◆ What to do
Keep only the lines that hold the string "Pacific", filtering out the rest of the entries below.

______________________________

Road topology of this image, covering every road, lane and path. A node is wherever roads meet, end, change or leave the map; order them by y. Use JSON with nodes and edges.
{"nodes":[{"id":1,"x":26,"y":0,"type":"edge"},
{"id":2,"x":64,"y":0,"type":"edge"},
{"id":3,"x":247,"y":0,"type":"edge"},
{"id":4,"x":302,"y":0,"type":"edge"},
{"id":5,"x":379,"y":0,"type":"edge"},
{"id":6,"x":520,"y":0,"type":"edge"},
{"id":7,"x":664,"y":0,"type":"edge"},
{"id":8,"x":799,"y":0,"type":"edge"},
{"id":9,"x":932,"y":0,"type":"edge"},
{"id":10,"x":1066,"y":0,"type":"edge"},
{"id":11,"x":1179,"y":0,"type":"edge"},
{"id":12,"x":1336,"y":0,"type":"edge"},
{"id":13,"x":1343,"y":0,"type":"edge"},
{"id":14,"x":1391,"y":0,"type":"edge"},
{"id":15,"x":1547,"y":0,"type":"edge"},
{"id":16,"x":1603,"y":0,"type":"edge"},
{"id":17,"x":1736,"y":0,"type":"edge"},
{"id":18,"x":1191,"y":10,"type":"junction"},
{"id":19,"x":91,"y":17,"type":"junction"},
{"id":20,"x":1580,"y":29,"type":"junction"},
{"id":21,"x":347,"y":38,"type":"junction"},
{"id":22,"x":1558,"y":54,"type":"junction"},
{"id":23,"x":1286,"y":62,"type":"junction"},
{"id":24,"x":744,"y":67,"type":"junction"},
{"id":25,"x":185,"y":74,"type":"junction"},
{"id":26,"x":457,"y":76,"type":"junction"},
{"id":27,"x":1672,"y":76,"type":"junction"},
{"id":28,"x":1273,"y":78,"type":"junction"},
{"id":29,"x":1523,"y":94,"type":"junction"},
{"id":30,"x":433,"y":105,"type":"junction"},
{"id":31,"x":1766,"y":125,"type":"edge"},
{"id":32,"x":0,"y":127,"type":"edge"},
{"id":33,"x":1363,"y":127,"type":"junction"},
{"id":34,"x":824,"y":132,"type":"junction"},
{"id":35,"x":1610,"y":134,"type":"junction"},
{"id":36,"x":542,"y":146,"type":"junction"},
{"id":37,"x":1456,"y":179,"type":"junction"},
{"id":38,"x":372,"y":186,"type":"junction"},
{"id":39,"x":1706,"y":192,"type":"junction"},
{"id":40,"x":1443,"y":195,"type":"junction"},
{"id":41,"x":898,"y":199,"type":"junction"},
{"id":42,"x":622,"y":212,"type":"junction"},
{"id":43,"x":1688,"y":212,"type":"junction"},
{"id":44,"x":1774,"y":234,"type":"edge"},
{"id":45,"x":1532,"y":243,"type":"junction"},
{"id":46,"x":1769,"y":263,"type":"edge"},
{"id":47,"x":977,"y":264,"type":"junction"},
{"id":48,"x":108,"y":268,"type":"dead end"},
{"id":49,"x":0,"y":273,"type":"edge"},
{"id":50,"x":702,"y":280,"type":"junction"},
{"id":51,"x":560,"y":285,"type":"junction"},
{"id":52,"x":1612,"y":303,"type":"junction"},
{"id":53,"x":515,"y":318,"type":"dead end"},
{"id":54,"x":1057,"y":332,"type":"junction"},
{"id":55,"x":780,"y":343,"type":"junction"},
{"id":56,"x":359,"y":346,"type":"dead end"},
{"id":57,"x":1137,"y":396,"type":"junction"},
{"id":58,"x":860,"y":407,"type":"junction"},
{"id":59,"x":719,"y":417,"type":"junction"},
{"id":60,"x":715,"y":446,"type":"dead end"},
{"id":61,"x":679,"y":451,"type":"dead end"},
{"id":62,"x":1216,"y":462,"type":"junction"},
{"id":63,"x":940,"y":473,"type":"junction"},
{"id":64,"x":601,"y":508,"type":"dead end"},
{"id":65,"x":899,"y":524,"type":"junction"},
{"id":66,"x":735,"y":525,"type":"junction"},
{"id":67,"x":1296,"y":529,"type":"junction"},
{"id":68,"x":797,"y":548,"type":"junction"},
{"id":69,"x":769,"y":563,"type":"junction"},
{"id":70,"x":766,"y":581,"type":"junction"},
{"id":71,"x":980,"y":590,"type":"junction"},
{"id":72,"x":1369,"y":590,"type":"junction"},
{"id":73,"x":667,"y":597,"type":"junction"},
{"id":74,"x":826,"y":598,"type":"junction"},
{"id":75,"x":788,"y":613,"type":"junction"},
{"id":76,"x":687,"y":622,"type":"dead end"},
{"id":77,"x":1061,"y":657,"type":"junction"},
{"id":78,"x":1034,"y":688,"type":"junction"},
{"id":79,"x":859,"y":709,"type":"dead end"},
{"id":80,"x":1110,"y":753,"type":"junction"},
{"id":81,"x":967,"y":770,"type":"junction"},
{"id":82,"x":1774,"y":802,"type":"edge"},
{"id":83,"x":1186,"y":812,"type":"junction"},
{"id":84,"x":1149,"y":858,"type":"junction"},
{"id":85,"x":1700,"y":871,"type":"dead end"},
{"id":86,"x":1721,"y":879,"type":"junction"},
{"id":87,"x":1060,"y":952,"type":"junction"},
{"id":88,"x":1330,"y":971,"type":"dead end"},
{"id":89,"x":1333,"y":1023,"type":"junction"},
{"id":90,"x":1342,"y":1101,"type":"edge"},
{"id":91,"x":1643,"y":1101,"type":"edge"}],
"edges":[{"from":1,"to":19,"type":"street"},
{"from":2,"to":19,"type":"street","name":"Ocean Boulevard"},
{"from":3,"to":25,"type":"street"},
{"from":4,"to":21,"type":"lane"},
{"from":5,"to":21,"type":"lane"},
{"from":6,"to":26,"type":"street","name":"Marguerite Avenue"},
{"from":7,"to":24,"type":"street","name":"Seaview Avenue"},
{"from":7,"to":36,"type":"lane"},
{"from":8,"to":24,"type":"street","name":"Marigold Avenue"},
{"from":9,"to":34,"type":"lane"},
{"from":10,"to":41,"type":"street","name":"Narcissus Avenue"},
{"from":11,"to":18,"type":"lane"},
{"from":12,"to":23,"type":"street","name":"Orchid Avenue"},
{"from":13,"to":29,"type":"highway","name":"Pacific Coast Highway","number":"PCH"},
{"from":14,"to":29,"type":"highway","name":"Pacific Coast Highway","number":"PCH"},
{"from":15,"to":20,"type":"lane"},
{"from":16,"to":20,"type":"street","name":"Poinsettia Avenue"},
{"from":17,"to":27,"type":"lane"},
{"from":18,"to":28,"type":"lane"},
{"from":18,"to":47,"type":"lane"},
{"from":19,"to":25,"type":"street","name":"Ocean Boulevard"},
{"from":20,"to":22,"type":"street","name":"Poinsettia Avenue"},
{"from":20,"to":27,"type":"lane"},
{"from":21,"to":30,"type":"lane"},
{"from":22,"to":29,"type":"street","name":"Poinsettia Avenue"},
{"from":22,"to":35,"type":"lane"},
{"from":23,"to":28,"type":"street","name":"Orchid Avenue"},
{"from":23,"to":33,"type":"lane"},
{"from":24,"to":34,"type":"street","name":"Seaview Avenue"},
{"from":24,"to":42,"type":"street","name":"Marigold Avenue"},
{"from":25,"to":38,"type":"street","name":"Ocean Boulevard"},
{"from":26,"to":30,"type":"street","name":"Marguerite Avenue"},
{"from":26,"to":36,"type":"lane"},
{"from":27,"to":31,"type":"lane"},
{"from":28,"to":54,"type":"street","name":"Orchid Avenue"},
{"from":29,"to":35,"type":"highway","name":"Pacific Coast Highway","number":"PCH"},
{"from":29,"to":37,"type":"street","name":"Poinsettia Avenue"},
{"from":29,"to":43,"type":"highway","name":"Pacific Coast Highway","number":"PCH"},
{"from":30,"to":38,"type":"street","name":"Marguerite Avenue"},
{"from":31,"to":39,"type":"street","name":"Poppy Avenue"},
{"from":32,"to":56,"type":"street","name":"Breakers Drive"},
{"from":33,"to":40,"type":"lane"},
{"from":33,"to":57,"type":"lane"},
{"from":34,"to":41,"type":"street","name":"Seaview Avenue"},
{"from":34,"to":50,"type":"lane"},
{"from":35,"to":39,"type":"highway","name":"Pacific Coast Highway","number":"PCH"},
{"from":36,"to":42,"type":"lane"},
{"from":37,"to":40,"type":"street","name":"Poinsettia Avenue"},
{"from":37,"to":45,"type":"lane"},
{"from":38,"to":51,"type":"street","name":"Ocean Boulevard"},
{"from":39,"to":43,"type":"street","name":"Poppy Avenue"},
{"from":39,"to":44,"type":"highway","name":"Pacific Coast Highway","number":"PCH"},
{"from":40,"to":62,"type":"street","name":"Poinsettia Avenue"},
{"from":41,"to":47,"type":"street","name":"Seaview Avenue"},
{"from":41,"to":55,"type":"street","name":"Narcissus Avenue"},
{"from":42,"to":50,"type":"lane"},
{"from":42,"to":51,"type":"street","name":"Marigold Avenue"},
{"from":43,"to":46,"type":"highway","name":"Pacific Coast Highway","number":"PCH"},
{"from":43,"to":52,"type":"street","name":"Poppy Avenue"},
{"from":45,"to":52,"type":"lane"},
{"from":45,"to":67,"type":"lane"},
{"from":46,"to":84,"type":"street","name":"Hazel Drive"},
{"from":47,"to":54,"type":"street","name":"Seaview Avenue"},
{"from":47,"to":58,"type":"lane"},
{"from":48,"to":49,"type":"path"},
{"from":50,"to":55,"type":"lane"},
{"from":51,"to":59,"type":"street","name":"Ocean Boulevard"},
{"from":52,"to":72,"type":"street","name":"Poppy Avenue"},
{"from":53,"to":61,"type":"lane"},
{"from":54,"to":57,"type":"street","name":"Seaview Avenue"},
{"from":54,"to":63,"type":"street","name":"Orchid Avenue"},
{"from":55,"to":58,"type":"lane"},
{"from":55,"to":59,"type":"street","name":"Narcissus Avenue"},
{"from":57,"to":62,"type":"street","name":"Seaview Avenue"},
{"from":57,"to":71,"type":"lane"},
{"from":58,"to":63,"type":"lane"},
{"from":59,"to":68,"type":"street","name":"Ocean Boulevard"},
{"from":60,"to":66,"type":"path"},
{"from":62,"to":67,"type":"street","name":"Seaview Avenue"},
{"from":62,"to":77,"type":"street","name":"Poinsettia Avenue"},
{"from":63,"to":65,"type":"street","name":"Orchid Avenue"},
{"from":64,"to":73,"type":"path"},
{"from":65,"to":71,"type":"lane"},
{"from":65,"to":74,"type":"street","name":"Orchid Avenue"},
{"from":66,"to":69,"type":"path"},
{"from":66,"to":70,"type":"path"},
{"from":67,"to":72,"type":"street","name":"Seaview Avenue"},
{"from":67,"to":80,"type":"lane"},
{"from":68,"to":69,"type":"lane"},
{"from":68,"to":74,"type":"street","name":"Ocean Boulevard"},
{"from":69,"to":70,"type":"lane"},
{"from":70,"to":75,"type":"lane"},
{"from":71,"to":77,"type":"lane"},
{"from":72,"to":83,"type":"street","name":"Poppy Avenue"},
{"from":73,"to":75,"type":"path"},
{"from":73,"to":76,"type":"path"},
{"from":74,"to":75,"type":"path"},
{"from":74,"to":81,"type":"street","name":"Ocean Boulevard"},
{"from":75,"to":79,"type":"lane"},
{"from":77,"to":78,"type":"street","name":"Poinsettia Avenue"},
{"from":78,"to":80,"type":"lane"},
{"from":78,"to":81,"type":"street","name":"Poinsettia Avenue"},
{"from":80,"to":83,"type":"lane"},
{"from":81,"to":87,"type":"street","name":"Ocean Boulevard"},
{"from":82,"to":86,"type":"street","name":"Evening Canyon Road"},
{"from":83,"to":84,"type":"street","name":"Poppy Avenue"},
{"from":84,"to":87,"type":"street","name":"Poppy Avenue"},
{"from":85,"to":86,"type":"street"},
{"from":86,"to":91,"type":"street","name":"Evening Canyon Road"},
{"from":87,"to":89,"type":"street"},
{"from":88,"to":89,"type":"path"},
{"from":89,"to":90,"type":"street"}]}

______________________________

◆ Your response
{"from":13,"to":29,"type":"highway","name":"Pacific Coast Highway","number":"PCH"},
{"from":14,"to":29,"type":"highway","name":"Pacific Coast Highway","number":"PCH"},
{"from":29,"to":35,"type":"highway","name":"Pacific Coast Highway","number":"PCH"},
{"from":29,"to":43,"type":"highway","name":"Pacific Coast Highway","number":"PCH"},
{"from":35,"to":39,"type":"highway","name":"Pacific Coast Highway","number":"PCH"},
{"from":39,"to":44,"type":"highway","name":"Pacific Coast Highway","number":"PCH"},
{"from":43,"to":46,"type":"highway","name":"Pacific Coast Highway","number":"PCH"},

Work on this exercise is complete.